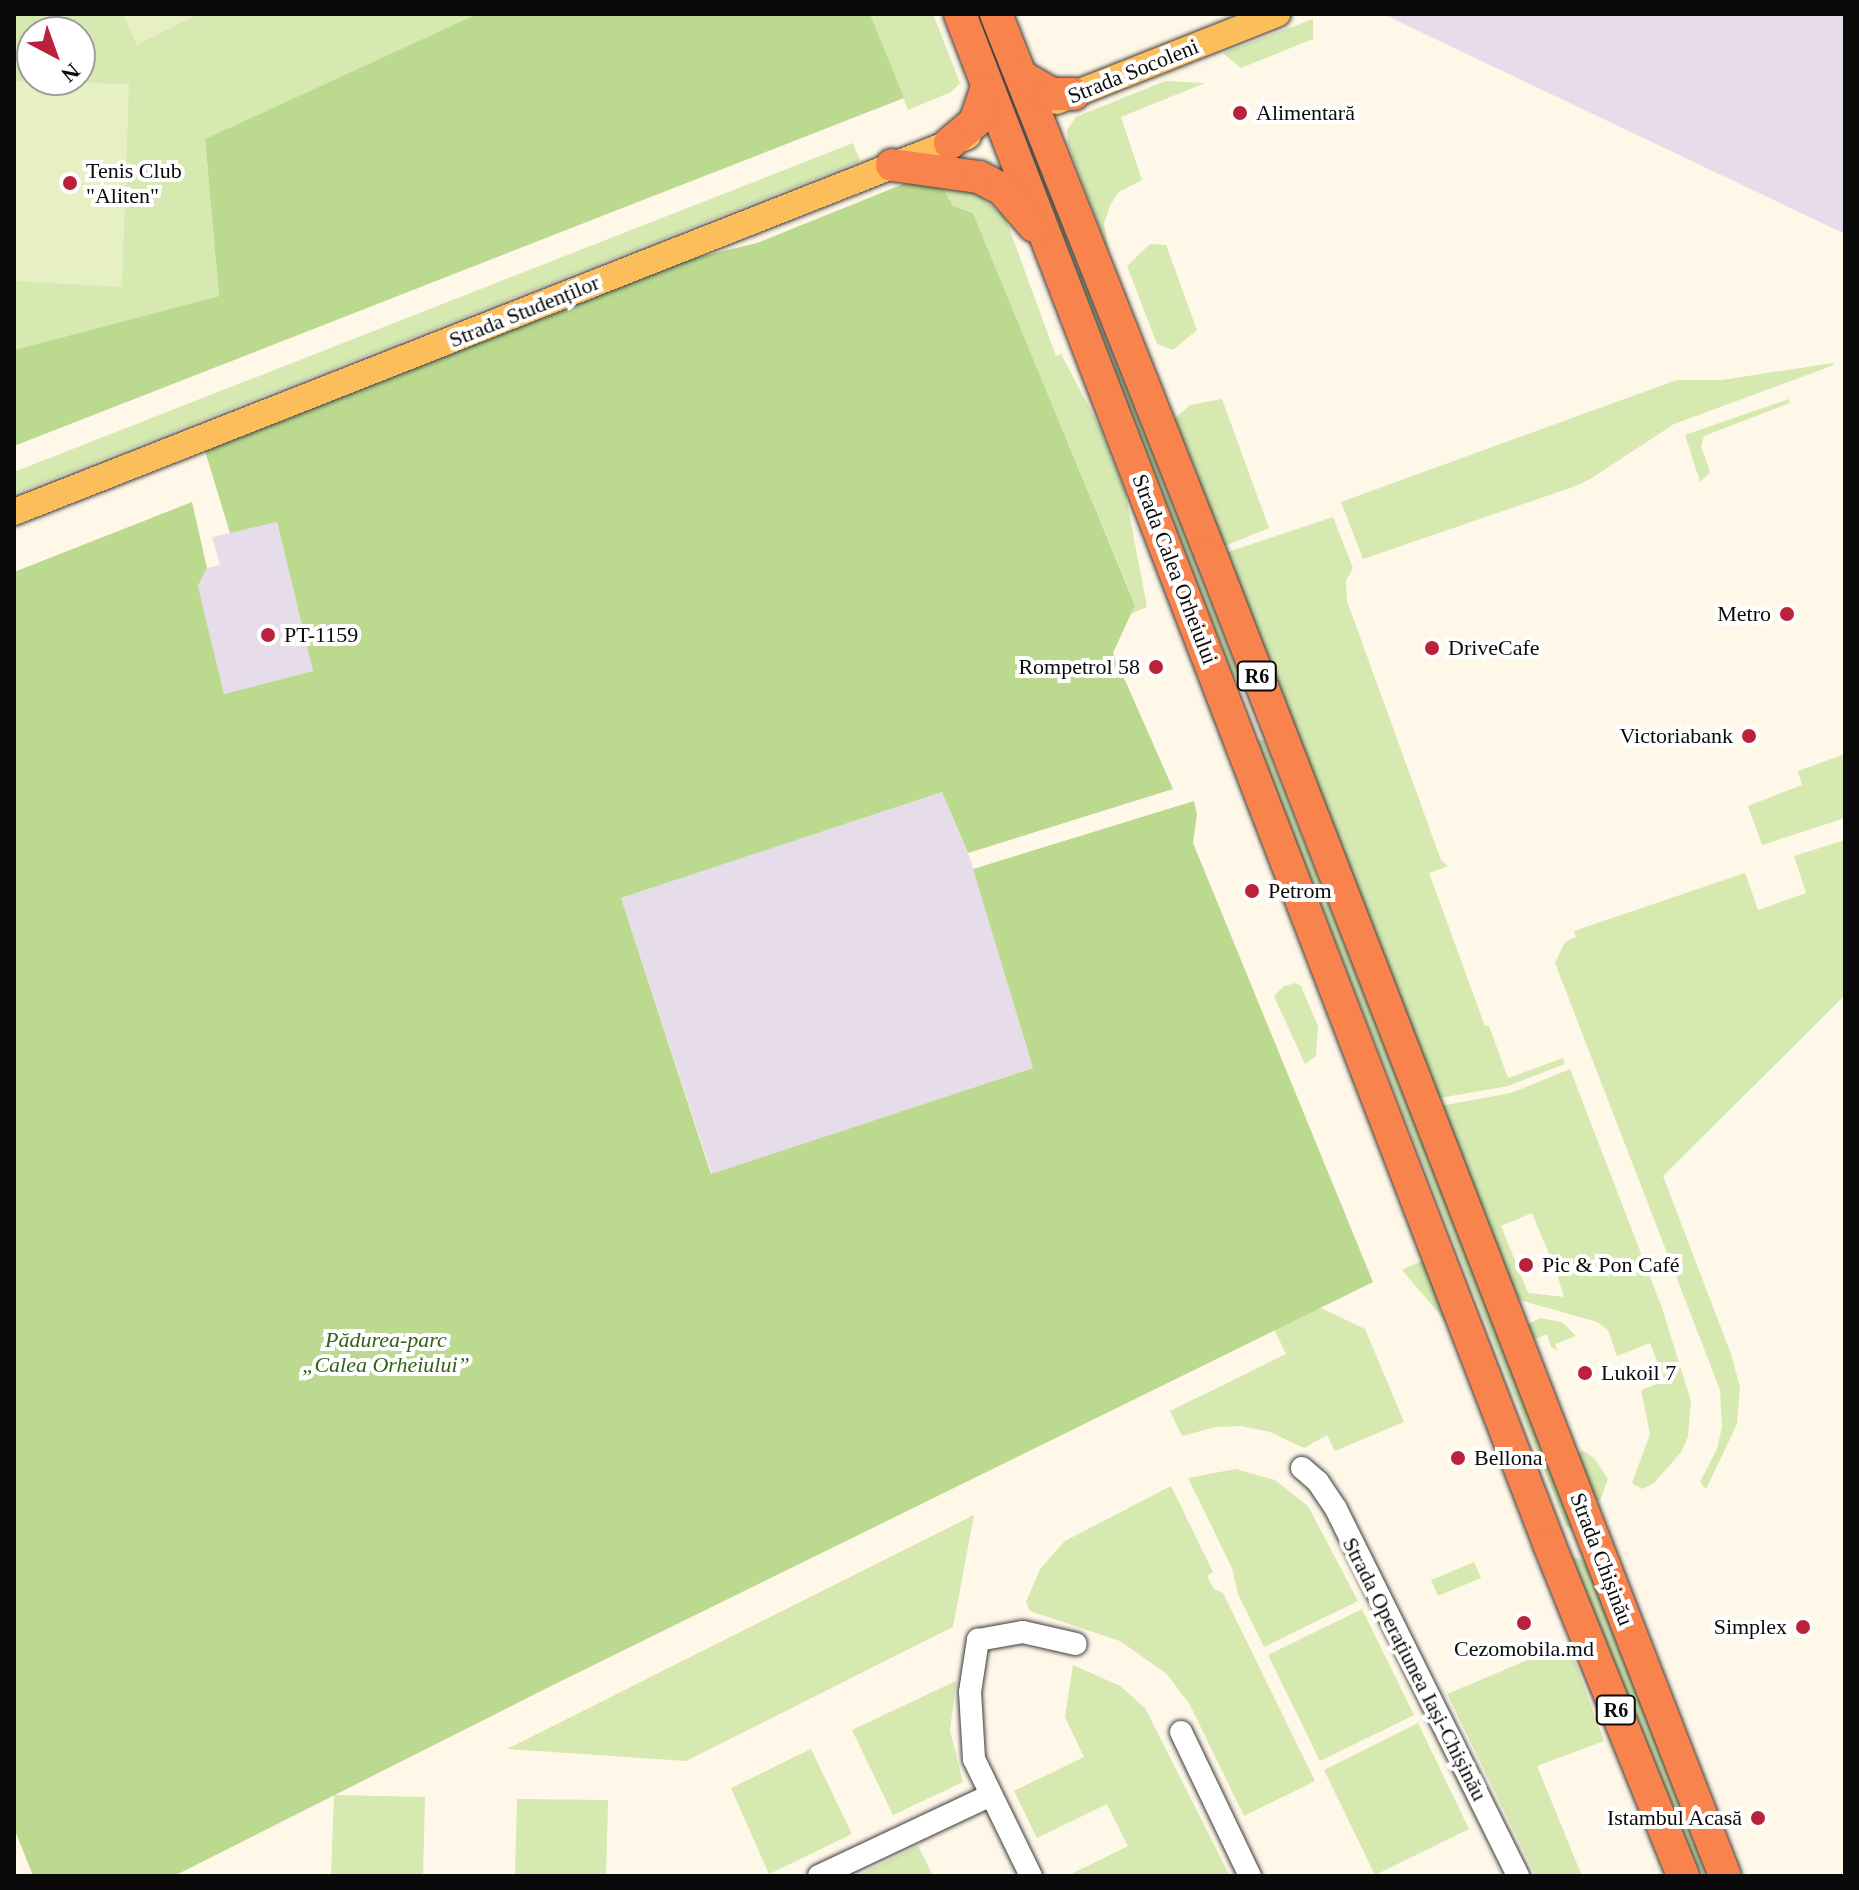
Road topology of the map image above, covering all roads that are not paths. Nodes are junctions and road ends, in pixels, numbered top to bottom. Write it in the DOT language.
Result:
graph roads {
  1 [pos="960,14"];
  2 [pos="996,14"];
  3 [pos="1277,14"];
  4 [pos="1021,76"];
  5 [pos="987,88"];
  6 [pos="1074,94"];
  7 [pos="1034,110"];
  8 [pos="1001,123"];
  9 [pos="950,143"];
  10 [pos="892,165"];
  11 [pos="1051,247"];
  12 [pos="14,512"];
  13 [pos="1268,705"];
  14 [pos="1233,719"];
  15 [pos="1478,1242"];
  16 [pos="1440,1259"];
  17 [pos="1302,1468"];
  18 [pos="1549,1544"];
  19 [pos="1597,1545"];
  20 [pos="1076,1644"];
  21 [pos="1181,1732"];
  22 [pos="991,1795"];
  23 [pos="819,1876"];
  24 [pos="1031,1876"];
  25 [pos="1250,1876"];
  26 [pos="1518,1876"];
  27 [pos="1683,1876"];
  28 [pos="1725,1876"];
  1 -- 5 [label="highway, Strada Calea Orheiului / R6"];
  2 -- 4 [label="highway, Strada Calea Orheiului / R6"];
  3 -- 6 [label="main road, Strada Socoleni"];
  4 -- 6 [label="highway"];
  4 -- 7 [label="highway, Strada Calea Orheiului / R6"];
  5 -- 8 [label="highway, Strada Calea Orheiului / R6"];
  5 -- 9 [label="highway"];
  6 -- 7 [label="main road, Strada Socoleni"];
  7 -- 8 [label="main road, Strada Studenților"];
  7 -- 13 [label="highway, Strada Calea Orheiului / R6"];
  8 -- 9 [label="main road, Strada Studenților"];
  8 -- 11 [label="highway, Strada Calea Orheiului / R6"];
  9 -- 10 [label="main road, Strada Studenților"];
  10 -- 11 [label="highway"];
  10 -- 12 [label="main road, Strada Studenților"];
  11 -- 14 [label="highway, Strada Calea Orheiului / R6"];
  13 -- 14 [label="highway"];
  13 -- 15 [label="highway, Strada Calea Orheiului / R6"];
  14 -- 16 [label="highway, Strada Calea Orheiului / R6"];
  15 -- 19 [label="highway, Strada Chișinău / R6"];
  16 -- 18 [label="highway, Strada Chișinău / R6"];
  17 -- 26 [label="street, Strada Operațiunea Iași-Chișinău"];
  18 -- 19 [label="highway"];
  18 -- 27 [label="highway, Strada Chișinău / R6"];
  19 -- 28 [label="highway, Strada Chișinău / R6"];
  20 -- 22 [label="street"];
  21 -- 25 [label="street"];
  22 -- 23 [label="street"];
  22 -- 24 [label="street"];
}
--------------------------------------------------
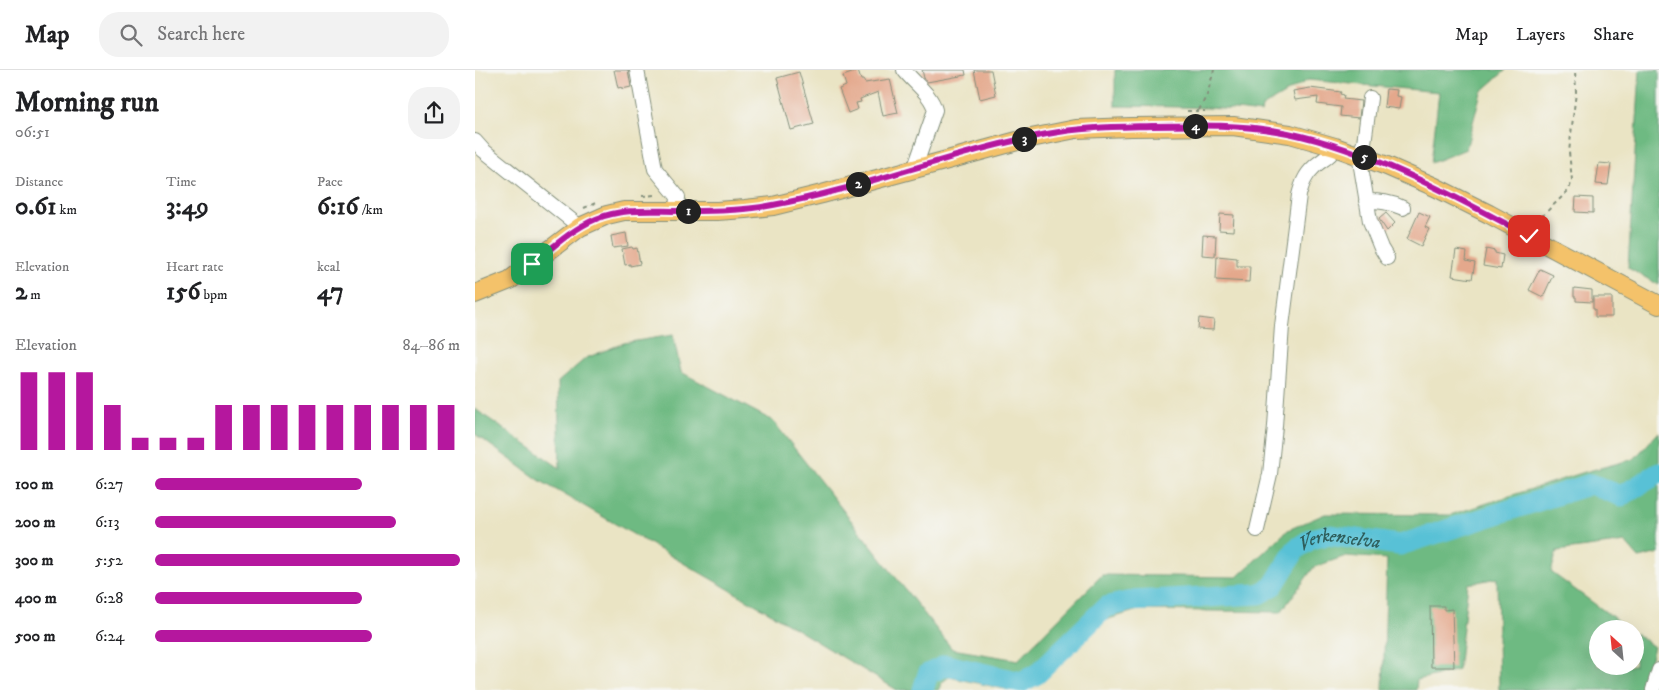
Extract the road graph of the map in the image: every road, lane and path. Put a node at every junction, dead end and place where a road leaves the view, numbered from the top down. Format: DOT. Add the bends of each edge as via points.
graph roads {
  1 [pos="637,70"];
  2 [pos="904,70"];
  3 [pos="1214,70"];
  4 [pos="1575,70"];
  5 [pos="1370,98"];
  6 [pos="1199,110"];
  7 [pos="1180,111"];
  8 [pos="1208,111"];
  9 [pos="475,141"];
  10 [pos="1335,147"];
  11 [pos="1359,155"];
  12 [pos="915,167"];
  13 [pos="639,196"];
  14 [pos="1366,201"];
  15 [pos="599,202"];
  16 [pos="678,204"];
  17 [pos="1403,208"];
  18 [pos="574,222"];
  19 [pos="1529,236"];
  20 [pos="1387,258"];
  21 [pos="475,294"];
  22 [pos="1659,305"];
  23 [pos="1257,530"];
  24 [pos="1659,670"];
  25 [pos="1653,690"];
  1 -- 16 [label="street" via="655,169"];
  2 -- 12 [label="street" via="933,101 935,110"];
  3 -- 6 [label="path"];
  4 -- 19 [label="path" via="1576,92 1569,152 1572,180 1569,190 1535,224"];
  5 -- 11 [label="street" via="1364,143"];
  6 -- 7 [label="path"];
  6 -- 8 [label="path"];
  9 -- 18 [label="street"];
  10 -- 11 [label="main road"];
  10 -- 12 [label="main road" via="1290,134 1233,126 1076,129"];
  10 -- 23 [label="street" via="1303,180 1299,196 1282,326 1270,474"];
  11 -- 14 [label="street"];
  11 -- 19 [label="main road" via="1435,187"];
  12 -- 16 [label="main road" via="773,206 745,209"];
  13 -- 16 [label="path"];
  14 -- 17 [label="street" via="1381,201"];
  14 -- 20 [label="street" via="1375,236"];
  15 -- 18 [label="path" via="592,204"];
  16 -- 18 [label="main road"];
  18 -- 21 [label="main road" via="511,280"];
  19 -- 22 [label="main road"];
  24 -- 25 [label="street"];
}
--------------------------------------------------
• [INSTRUCTIONS FOR THE TASK]:
Please copy out every line in the listing that has the string "Calea".

• [EXERCISE RESPONSE]:
  1 -- 5 [label="highway, Strada Calea Orheiului / R6"];
  2 -- 4 [label="highway, Strada Calea Orheiului / R6"];
  4 -- 7 [label="highway, Strada Calea Orheiului / R6"];
  5 -- 8 [label="highway, Strada Calea Orheiului / R6"];
  7 -- 13 [label="highway, Strada Calea Orheiului / R6"];
  8 -- 11 [label="highway, Strada Calea Orheiului / R6"];
  11 -- 14 [label="highway, Strada Calea Orheiului / R6"];
  13 -- 15 [label="highway, Strada Calea Orheiului / R6"];
  14 -- 16 [label="highway, Strada Calea Orheiului / R6"];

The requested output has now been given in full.